Le motivazioni dello sciopero della fame di Niceta sono profondamente etiche. Infatti, si sviluppano nella triade di autonomia critica, dignità e responsabilità. E in questa triade la coscienza tratteggia la sua vera struttura morale, che l’altrui iniquità non può scalfire, perché è fondata sulla Verità alla quale il soggetto aderisce. Niceta sta affermando il diritto di autodeterminarsi in un atto, cioè la sua morte, che altri hanno deliberato. Io credo che il Niceta sia grato con tutta l’anima a tutti quei cittadini che lo stanno appoggiando, cercando di salvargli la vita. Ed ho costatato di persona quanta composta determinazione vi sia in lui e nei suoi familiari, che lo accompagnano e lo sostengono.

Si può pensare che questa scelta comporti apparentemente un “dargliela vinta” a chi lo vuole fermare, ma così non è, poiché è invece un’opposizione non violenta di dissenso nell’acconsentire un verdetto violento. In tutto ciò, pur riconoscendo le radici etiche del suo sciopero della fame, noi tutti speriamo ardentemente che lui interrompa la sua protesta prima che sia troppo tardi per la sua salute: infatti, ne siamo convinti, non varrebbe di meno la sua battaglia eroica. Per questo dobbiamo, con ancora più forza, ritenere, per quanto detto, le Istituzioni responsabili della sua salute e pretendere dal prefetto De Miro un intervento tempestivo (anche presso il Ministero dell'Interno).

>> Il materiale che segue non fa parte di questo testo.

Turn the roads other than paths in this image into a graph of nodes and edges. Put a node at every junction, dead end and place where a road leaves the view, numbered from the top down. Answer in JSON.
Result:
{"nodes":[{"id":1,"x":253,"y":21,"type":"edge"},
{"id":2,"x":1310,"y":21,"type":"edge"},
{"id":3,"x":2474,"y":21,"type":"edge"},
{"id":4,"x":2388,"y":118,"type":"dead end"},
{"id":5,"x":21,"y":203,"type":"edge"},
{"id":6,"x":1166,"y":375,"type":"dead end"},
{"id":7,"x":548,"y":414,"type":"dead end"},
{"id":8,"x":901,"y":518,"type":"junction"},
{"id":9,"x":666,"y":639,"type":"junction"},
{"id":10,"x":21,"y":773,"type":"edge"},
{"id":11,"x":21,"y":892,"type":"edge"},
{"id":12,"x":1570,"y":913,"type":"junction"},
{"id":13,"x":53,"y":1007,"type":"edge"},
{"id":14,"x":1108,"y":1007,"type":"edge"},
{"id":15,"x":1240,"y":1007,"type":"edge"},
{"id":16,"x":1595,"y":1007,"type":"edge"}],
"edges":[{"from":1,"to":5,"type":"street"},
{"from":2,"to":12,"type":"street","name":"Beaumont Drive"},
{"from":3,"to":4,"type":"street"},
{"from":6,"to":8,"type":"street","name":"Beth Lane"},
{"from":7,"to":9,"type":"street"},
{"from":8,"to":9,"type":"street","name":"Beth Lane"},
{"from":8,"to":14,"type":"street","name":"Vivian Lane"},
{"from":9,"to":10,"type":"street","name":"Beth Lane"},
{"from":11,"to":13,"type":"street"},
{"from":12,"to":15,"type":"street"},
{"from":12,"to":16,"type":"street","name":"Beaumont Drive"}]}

Qualunque forma di inazione da parte delle Istituzioni, in questo caso, avrebbe l’esito di una passiva istigazione al suicidio. Il prefetto De Miro, che si è distinta in passato per aver contrastato le infiltrazioni della ‘ndrangheta in Emilia (processo Aemilia), dimostri di essere contro la mafia che vuole tacitare Niceta, uccidendolo in sordina, isolandolo e affamandone la famiglia. Dimostri che lo Stato da lei rappresentato è fuori da ogni ipotetica collusione con chi avesse interesse a bloccare un testimone di giustizia chiave come Angelo Niceta.

Noi cittadini lo chiediamo in via ufficiale, attraverso questo e altri articoli, da due settimane. Attraverso ben tre sit-in sotto gli uffici della Prefettura. Tutto ciò, perché non vogliamo che lo sciopero della fame, intrapreso da Angelo Niceta, sia come un neo nella biografia di un funzionario pubblico deputato al rispetto della legalità. Perché la scongiurabile morte di un uomo di specchiata onorabilità come il Niceta trasformerebbe una troppo lenta inazione in colpevole, terribile corresponsabilità con i poteri nefasti della criminalità organizzata.
E questo, crediamo, sarebbe l’errore più grande che un rappresentante delle Istituzioni possa compiere.